Köşe yazısı: Mehmet M.SEVİM
Her gün dışarıda gördüğümüz tanımadığımız o kadar çok yüzlerle karşılarız ki, ilk bakışta, o yüzleri tanıma telaşı içine gireriz. Sonra yüzlerde asılı duran yaş’ları da tahmin etmekten de geri bırakmayız kendimizi...
Evet…
Her gün dışarıda gördüğümüz ve tanımadığımız o yüzler, ya bilinmedik bir annenin ya da bir babanın yüzleridir.
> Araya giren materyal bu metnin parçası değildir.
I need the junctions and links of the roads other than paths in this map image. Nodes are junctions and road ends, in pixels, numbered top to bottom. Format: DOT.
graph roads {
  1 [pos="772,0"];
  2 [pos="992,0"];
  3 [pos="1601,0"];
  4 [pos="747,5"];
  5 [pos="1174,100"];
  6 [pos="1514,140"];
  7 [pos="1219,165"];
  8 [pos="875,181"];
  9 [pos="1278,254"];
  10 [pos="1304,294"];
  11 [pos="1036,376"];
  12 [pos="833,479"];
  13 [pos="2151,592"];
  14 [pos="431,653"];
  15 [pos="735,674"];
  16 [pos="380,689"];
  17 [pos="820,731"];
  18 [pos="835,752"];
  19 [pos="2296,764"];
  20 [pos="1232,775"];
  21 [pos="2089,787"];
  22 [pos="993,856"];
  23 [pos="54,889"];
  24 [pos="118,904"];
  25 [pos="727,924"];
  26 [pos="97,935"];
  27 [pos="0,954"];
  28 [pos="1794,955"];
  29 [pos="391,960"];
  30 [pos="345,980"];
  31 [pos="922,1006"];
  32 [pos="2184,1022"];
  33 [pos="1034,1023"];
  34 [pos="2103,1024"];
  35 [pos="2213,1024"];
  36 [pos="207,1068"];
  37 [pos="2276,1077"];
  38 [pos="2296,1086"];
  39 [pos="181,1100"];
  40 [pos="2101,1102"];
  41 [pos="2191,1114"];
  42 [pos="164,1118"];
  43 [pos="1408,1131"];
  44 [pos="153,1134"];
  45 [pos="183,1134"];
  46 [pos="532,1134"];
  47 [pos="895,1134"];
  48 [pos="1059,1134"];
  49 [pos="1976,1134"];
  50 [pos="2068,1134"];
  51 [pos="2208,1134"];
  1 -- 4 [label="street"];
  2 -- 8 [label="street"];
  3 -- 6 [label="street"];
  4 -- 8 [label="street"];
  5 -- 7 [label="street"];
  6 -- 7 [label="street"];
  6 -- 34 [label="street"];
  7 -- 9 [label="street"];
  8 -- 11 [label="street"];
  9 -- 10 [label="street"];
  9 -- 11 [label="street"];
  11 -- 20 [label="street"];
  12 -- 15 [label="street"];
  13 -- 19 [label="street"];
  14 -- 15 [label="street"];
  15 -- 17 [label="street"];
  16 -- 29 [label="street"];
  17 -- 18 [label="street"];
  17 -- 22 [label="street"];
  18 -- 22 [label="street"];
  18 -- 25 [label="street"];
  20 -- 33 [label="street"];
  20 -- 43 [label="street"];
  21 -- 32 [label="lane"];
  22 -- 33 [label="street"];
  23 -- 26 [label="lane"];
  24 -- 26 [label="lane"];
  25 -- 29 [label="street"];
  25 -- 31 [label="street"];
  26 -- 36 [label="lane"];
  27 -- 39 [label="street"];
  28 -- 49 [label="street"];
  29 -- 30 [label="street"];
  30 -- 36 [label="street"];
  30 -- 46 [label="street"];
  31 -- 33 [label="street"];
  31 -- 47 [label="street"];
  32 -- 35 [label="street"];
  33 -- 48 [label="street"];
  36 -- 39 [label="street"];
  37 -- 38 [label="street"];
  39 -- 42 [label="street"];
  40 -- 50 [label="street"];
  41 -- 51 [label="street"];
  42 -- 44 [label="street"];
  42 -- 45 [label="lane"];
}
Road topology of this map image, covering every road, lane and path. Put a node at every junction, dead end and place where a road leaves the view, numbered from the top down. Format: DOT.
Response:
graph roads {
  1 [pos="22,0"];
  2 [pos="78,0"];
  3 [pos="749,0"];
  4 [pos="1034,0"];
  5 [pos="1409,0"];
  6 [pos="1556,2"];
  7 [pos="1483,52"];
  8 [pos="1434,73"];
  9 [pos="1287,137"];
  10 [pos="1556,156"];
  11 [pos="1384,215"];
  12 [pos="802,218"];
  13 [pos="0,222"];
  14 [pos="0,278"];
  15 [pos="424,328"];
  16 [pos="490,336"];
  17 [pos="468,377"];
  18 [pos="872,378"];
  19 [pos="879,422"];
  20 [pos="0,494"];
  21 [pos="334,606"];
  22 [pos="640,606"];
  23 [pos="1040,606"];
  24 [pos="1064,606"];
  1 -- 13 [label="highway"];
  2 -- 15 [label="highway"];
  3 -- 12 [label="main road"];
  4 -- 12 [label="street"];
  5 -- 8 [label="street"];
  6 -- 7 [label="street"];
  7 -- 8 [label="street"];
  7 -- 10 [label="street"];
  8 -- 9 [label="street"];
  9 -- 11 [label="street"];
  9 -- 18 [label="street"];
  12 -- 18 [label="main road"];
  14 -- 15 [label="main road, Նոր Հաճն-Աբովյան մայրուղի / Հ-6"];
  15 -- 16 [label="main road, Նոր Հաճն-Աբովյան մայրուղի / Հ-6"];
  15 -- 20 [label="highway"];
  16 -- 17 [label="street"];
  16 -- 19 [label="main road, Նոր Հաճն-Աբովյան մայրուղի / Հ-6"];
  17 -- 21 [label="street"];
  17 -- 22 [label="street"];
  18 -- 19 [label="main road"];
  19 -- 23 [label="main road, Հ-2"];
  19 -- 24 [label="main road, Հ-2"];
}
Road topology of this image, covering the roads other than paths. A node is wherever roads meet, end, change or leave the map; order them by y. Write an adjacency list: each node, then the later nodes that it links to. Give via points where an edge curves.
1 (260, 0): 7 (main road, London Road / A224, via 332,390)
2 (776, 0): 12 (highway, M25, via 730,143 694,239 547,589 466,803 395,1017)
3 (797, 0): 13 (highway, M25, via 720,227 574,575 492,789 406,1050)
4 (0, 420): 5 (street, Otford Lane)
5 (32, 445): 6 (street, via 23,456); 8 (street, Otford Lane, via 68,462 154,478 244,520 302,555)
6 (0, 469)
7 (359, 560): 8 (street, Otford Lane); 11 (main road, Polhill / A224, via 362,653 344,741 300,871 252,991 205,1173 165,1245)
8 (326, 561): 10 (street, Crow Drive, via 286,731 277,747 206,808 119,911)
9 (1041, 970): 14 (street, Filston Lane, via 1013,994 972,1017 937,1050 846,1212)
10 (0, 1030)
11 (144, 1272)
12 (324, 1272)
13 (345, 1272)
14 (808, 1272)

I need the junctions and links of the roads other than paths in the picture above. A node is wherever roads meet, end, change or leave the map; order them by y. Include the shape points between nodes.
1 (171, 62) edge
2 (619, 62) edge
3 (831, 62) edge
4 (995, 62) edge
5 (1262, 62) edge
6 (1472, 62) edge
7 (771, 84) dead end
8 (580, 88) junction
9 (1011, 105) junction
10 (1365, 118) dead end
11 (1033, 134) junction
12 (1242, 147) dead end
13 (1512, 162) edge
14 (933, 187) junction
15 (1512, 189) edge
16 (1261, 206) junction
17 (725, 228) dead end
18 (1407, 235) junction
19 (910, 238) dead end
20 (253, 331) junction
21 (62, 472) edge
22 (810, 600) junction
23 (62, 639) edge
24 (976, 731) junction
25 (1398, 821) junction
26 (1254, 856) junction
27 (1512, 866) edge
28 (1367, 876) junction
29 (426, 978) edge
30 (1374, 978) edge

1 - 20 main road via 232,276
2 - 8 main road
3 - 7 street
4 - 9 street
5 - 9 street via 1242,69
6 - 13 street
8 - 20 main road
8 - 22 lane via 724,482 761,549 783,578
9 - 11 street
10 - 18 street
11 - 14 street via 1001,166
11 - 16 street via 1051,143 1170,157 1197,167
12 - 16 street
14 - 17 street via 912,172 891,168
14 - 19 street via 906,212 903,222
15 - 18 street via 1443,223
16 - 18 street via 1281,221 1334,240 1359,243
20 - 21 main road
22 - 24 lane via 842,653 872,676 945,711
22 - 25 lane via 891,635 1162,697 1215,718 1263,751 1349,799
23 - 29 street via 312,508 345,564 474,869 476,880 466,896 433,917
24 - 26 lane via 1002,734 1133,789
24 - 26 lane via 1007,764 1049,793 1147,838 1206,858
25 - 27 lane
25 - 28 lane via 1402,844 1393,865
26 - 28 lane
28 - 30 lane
Ya da kimsesizlikten, yokluktan soluklanmaya çalışan bir çocuğun yüzüdür.
Mademki; Çocuk Dedik. Çocuklardan Söz ettik. Kaldığımız yerden devam edelim. O Halde…
‘’Çocuklar dünya nüfusunun üçte birini, geleceğimizin de tamamını oluşturmaktadır. Dünyada gerçek söylenen sözlerin neredeyse tamamına da sahiptirler. Durum böyleyken çocukları görmezden gelemezdim.
Gelemezdik de…
Topluma faydalı, kendi idealleri olan çocuklar yetiştirebilmek için birinci önceliğimizin, uyuttuğumuz çocukluğumuzu uyandırmak olduğunu ve zamanın geldiğini, hala da geç kalmadığımızı bilmemiz gerektiğini hatırlatmak istiyorum.
Bu amaçla ‘’ Güneşe Yürüyen Çocuklar’’ başlığı altında, sosyal sorumluluk projesi başlattık. Bu projemizle, insanlık dilini konuşabileceğimizi ve bir nebze de olsa bu dille çocuklara şemsiye tutabileceğimizi, tertemiz yüreklerinde oyun arkadaşları olabileceğimizi, biz büyüklere hatırlatmak istedim.
Bizler küçük şeylerle mutlu olunabilir mi soruna, en iyi cevabımızın bizleri mutlu eden her şey büyüktür cevabını verebilmemiz olduğunu hatırlatmadan da geçmek istemedim.
Kimsesizlikten, yokluktan soluklanmaya çalışan çocukların yaşamlarında oluşan eksiklikleri gidermek adına önlemler almamız gerektiği düşüncesini savunurken, bunu da gözler önüne sermekten çekinmedim.
Unutmayalım bizlerde bir zamanlar çocuktuk.
Bu soğuk kış günlerinde ayakları üşümeden, okula gidebilmeli, oynayabilmeli, gülebilmeli çocuklar…
Hemen şimdi, ilk işimiz ihtiyaç sahibi çocuklara ulaşmak olsun mu?